### YOUR ASSIGNMENT
Lines holding the string "Alves" in the listing below are to be copied.

::::::

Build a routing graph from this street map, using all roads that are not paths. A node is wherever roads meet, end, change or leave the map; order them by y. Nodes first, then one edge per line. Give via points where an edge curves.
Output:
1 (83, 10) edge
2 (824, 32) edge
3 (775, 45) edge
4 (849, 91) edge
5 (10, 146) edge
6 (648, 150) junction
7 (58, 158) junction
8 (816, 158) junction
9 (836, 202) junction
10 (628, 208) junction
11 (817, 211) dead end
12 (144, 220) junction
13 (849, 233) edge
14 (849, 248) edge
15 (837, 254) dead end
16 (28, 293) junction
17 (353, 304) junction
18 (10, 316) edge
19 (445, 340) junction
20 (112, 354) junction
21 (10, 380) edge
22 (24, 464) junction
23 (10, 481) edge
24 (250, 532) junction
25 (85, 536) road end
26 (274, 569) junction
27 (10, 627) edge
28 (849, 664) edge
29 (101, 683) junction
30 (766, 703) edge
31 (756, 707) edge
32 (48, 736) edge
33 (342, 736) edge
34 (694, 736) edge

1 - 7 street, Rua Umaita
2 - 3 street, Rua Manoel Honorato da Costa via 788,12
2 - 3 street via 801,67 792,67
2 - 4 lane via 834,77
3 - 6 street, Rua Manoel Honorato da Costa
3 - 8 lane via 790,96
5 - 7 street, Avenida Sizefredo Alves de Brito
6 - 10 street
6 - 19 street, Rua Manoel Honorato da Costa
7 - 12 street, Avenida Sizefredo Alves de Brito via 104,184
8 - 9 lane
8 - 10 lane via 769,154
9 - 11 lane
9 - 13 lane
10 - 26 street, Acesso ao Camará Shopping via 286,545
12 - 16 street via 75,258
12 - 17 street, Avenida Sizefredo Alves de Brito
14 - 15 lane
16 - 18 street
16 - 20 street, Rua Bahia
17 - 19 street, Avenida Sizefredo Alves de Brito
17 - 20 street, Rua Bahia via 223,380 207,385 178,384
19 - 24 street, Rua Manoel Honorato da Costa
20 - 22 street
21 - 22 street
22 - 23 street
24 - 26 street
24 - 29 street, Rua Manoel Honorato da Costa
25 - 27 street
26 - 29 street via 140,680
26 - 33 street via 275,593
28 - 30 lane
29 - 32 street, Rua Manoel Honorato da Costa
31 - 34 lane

::::::

### RESPONSE BOX
5 - 7 street, Avenida Sizefredo Alves de Brito
7 - 12 street, Avenida Sizefredo Alves de Brito via 104,184
12 - 17 street, Avenida Sizefredo Alves de Brito
17 - 19 street, Avenida Sizefredo Alves de Brito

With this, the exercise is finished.